--- TASK DIRECTIONS ---
Where "edges" appears in a line of the entries below, that line should be copied.

--- Collected data ---
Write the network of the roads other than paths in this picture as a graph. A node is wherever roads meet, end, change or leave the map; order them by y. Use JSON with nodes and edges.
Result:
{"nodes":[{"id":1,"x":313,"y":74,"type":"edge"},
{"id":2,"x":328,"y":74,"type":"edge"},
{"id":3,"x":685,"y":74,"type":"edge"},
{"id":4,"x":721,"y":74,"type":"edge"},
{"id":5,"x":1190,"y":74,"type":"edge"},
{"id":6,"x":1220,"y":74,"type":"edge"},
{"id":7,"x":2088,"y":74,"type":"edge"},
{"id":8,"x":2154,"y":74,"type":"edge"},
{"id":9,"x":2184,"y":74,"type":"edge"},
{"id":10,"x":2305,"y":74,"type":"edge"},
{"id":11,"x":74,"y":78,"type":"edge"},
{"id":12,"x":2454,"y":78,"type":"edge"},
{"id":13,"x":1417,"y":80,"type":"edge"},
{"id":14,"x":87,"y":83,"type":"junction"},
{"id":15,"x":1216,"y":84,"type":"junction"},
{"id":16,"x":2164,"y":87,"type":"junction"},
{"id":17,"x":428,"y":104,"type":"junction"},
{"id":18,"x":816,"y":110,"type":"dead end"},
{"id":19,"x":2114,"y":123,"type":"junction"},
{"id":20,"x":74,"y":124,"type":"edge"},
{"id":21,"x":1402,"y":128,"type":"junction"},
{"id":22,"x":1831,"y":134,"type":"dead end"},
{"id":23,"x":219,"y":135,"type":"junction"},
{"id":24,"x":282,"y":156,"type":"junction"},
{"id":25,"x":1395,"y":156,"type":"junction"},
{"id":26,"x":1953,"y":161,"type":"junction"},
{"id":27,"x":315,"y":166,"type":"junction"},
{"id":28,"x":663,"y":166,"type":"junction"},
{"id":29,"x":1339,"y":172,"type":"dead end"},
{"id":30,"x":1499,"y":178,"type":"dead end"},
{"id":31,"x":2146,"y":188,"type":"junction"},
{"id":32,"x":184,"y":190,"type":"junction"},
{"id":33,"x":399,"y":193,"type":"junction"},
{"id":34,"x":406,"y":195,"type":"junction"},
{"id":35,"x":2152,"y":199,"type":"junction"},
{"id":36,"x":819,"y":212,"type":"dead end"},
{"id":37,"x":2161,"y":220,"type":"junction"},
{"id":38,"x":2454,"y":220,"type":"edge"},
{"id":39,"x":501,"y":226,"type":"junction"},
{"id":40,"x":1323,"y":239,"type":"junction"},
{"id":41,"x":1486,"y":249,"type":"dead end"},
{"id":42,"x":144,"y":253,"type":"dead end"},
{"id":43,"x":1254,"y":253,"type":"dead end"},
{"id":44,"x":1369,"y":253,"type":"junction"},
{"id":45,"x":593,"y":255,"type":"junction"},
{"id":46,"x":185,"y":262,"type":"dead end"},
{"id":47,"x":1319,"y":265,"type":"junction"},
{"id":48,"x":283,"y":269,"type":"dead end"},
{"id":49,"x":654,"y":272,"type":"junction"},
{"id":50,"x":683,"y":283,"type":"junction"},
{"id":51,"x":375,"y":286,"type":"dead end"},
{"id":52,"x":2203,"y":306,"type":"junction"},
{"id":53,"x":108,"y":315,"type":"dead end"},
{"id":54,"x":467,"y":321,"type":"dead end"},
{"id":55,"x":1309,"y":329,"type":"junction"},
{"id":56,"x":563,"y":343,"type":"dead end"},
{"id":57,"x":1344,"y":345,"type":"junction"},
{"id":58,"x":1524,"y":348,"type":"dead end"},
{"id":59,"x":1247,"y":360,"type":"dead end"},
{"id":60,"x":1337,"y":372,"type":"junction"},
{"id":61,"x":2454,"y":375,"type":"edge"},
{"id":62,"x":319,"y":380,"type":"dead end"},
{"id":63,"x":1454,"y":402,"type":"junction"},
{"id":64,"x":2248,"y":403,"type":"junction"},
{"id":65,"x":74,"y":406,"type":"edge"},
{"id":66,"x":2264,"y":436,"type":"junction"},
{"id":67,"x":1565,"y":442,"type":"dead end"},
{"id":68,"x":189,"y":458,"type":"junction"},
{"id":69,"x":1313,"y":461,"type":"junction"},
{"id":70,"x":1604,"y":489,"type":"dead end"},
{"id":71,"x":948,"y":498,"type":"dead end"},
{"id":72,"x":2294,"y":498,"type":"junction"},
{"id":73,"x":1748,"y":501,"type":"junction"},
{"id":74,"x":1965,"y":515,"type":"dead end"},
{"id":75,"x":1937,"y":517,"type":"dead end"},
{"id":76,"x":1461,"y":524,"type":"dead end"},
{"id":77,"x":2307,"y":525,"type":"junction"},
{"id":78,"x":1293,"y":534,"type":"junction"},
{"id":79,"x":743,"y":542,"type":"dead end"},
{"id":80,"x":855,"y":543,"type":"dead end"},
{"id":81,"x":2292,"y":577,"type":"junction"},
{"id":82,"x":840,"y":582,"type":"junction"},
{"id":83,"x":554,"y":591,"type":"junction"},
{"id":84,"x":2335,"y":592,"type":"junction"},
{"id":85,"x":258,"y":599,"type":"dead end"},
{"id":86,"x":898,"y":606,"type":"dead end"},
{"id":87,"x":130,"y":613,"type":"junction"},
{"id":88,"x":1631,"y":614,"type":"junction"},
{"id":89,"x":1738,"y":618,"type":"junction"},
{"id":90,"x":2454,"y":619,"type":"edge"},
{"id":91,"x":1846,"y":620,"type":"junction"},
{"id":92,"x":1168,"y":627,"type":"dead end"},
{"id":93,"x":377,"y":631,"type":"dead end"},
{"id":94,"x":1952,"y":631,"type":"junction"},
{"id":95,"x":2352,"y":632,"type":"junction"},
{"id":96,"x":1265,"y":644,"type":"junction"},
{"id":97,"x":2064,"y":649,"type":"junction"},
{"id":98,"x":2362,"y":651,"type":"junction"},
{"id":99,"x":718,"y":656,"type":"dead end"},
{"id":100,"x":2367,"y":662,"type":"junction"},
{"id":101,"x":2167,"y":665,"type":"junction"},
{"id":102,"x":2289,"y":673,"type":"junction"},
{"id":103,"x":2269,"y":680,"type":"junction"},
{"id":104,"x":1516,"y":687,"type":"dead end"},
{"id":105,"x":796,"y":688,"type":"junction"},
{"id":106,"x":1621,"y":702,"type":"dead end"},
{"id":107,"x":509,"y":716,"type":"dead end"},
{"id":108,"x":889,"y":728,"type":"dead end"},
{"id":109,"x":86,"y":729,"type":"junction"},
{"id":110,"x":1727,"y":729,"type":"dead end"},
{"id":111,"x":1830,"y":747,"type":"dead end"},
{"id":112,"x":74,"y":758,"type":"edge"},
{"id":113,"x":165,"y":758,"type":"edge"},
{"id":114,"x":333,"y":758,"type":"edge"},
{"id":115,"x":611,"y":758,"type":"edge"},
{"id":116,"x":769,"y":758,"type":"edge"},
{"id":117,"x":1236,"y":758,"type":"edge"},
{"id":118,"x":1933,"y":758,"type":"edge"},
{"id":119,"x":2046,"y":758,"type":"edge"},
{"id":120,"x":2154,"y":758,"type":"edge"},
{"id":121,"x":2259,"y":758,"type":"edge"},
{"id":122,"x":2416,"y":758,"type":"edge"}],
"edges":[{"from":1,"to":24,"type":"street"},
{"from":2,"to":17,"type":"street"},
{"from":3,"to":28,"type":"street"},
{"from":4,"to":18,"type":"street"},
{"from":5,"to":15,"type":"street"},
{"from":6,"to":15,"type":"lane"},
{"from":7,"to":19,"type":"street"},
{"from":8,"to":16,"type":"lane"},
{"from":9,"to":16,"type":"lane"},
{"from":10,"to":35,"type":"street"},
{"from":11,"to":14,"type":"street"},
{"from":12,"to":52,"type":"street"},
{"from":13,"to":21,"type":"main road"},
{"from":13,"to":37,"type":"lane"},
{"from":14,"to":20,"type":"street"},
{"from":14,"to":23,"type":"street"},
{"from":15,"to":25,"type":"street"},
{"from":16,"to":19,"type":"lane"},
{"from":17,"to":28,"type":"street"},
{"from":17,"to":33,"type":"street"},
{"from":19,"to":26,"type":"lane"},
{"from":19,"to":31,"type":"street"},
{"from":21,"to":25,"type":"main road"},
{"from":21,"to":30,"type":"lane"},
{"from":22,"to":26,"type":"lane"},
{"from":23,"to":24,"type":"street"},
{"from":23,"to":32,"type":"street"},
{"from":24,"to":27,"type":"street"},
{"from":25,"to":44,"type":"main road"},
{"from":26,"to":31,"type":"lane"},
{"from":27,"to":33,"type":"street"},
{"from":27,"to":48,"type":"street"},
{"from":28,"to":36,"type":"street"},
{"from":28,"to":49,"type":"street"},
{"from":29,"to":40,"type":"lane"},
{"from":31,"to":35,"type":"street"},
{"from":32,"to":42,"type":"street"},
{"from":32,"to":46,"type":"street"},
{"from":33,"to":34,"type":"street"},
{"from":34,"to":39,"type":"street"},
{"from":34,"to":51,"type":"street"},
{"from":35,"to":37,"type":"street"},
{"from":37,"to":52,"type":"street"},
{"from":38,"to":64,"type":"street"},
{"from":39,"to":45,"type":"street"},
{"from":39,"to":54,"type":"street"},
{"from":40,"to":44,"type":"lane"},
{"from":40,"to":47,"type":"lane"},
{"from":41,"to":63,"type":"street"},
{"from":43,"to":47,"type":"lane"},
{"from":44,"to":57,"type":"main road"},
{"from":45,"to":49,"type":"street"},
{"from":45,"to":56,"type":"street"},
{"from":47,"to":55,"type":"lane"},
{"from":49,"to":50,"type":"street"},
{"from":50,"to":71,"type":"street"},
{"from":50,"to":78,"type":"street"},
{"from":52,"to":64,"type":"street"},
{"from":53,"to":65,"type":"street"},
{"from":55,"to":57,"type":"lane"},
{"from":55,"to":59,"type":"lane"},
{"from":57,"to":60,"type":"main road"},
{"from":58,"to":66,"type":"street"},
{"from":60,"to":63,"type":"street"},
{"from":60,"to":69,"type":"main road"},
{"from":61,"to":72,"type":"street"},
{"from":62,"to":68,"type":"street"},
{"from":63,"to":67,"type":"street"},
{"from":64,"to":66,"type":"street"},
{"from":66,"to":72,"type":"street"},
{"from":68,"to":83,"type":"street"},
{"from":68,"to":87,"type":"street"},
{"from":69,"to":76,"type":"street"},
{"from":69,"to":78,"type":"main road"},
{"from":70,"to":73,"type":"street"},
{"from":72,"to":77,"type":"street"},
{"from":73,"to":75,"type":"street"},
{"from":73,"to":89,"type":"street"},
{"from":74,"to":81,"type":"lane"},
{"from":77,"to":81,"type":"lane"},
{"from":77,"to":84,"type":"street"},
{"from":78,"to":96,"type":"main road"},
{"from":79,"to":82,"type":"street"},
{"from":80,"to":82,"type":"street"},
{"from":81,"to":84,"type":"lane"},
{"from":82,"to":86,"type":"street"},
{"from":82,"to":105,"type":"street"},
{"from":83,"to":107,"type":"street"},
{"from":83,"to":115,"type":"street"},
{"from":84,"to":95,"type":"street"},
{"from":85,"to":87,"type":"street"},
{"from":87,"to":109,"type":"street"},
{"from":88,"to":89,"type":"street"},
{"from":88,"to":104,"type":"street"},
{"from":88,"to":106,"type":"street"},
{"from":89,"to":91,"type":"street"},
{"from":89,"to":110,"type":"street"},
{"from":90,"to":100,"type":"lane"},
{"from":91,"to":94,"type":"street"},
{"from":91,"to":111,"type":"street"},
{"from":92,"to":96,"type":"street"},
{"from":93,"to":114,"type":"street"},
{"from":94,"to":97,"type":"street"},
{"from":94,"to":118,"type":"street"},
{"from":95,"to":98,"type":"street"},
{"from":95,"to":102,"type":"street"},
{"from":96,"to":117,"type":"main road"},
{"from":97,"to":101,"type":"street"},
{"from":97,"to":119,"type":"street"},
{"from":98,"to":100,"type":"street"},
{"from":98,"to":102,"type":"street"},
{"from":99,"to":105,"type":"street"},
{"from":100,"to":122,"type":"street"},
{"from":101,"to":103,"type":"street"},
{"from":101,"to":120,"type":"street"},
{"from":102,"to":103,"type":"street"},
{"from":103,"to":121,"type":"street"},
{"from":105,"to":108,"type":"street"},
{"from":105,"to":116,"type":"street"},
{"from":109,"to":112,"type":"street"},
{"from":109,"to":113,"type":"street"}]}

--- ANSWER AREA ---
Write the network of the roads other than paths in this picture as a graph. A node is wherever roads meet, end, change or leave the map; order them by y. Use JSON with nodes and edges.
"edges":[{"from":1,"to":24,"type":"street"},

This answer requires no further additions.